Dalam daftar sahabat yang banyak meriwayatkan hadis tempat teratas diduduki oleh sahabat yang hanya paling lama 10 tahun berkumpul dengan Nabi, seperti Abu hurairah, Sayyidah Aisyah, Anas bin malik, Abdullah ibn Umar dll. Abu hurairah selama masa 3 tahun dia berkumpul dengan Nabi telah berhasil meriwayatkan lebih dari 5800 hadis, Sayyidah Aisyah mengumpulkan lebih dari 3000 hadis dan demikian juga dengan Abdullah ibn Umar, Anas.
c.       Aspek Matan
Pada umumnya dapat dikatakan bahwa ktirik isnad adalah satu-satunya metode yang dipraktekkan ahli-ahli hadits untuk menyaring mana hadits yang shahih dan hadits mana yang tidak shahih. Menurut orientalis matan hampir tidak pernah dipertanyakan, hanya jika isi sebuah hadits yang isnad-nya shahih jelas bertentangan dengan Al-Qur’an, baru ditolak kalau isinya dapat diinterpretasikan sedemikian sehingga menjadi selaras dengan Al-Qur’an dan hadits-hadits lain, hadits itu tidak dikritik.

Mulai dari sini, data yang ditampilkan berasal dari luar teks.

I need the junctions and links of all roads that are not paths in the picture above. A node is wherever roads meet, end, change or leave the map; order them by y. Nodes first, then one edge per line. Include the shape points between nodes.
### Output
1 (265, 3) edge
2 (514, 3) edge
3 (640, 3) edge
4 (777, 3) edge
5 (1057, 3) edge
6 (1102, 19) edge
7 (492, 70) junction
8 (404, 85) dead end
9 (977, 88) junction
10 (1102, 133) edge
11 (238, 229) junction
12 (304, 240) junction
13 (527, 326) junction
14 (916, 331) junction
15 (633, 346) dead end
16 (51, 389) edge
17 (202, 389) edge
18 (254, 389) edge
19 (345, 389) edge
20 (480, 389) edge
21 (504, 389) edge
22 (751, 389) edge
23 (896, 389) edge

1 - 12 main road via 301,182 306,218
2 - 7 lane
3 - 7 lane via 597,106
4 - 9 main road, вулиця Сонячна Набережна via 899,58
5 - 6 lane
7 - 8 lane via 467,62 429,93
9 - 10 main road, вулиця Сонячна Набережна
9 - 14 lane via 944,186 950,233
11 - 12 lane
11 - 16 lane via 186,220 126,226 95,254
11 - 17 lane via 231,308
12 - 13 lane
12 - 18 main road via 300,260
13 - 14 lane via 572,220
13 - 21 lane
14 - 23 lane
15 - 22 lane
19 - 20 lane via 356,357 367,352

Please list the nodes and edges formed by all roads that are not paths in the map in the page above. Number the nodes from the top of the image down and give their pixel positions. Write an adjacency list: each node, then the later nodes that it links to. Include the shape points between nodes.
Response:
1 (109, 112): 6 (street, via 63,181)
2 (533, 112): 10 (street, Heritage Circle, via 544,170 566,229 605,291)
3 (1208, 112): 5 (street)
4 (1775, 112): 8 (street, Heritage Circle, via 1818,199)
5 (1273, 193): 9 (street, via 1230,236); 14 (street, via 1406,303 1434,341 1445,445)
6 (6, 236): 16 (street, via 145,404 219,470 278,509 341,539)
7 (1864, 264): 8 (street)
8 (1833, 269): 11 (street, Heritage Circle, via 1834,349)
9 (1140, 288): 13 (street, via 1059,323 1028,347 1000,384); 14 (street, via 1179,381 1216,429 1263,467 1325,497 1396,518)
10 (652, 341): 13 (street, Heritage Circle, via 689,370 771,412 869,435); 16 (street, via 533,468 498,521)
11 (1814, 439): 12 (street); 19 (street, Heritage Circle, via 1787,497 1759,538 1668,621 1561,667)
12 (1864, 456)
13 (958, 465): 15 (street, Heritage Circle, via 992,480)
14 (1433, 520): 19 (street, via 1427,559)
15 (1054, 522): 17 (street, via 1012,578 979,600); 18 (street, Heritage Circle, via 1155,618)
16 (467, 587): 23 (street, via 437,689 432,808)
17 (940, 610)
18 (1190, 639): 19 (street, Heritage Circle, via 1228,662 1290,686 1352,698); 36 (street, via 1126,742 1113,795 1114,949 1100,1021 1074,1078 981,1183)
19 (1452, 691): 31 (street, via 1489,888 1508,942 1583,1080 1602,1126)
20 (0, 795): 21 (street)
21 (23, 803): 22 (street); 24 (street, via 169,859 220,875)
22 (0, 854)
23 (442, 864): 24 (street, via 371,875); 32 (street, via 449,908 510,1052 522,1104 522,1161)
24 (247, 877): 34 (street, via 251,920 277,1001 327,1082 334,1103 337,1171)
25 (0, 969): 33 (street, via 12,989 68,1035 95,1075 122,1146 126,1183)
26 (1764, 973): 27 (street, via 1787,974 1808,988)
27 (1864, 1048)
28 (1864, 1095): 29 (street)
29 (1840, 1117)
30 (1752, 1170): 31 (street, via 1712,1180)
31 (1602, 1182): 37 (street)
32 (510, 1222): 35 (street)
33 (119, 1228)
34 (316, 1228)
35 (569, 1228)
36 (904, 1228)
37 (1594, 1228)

·         Tokoh-Tokoh Orientalis
1.      Ignaz Goldziher
Ignaz Goldziher (1850-1921) adalah satu-satunya orientalis yang sempat belajar secara resmi di Universitas al-Azhar,Mesir. Seorang Yahudi yang lahir di Hungaria 1850, ia terlatih dalam bidang pemikiran sejak usia dini.Ia belajar di Budapest, Berlin dan Leipzig. Pada tahun 1873 ia pergi ke Syiria dan belajar pada Syeikh Tahir al-Jazairi. Kemudian Pindah ke Palestina, lalu ke Mesir dimana ia belajar dari sejumlah ulama di Universitas Al-Azhar Kairo. Pada tahun 1894 dia menjadi calon tenaga pengajar bahasa Semit dan pada tahun 1904 menjadi guru besar bahasa-bahasa Semit di Universitas Budapest akhirnya ia meninggal pada 13 November 1921.
Goldziher melontarkan tuduhan bahwa Islam merupakan himpunan pengetahuan dan pandangan agama-agama lain yang sengaja dipilih Muhammad. Hal ini diketahui dan ditimba oleh Muhammad karena hubungannya dengan oknum-oknum Yahudi, Nasrani dan lain-lainnya.[5]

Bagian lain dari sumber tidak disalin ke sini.